Economists say U.S. debt grew $11 trillion in one year

Published: Thursday, Aug. 9 2012 10:00 a.m. MDT

In this Sept. 13, 2011, file photo the Joint Select Committee on Deficit Reduction, led by co-chairs Rep. Jeb Hensarling, R-Texas, and Sen. Patty Murray, D-Wash., meets on Capitol Hill in Washington to hear testimony about the national debt from the Congressional budget director.

J. Scott Applewhite, Associated Press

Enlarge photo»

The U.S. government’s fiscal gap grew by $11 trillion over the past year, which is 10 times larger than the reported official deficit, according to Bloomberg.

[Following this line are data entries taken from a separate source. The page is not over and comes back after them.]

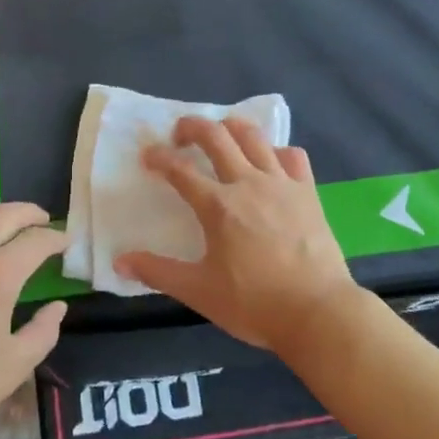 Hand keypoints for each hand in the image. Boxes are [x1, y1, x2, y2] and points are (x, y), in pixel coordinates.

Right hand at [116, 117, 362, 352]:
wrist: (318, 312)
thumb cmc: (254, 303)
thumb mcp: (199, 291)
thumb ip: (158, 272)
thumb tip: (120, 262)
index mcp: (218, 205)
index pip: (179, 169)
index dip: (159, 157)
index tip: (148, 156)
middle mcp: (247, 183)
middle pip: (216, 135)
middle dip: (192, 126)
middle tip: (180, 135)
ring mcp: (281, 183)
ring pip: (253, 136)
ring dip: (231, 127)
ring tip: (221, 135)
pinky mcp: (308, 192)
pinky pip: (292, 156)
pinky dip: (276, 151)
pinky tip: (270, 163)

Calculations from Laurence Kotlikoff, an economist at Boston University, and Scott Burns, a personal finance columnist, calculated the fiscal gap based on the Congressional Budget Office’s realistic long-term budget forecast.

“Last year, it was $211 trillion,” said Kotlikoff and Burns in their guest column for Bloomberg. “The $11 trillion difference — this year’s true federal deficit — is 10 times larger than the official deficit and roughly as large as the entire stock of official debt in public hands.”

The authors recommend a permanent 64 percent increase in all federal taxes, as well as a 40 percent cut to benefits like Social Security and Medicare.

“Governments, like households, can’t indefinitely spend beyond their means,” Kotlikoff and Burns said.

The two co-authored “The Clash of Generations,” a book that calls for changes in the U.S. tax, health care and Social Security systems.